# Aim of the task
Every line in the entries that holds "Route" should be identified and copied.
------ Source material ------
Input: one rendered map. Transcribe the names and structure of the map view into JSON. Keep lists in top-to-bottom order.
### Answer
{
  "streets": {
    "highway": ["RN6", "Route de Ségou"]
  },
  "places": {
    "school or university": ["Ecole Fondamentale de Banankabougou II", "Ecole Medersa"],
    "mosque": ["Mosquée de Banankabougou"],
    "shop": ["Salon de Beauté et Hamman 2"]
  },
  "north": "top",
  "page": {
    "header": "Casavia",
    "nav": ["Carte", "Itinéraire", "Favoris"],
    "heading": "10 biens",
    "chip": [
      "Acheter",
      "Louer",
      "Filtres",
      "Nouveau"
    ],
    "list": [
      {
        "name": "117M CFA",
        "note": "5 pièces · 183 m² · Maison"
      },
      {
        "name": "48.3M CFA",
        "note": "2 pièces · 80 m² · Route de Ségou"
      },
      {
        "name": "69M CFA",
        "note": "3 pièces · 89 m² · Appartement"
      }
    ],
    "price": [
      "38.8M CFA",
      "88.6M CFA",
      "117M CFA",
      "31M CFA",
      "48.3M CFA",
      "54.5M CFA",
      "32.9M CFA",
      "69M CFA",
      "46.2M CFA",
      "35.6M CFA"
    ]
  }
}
------
# Solution
    "highway": ["RN6", "Route de Ségou"]
        "note": "2 pièces · 80 m² · Route de Ségou"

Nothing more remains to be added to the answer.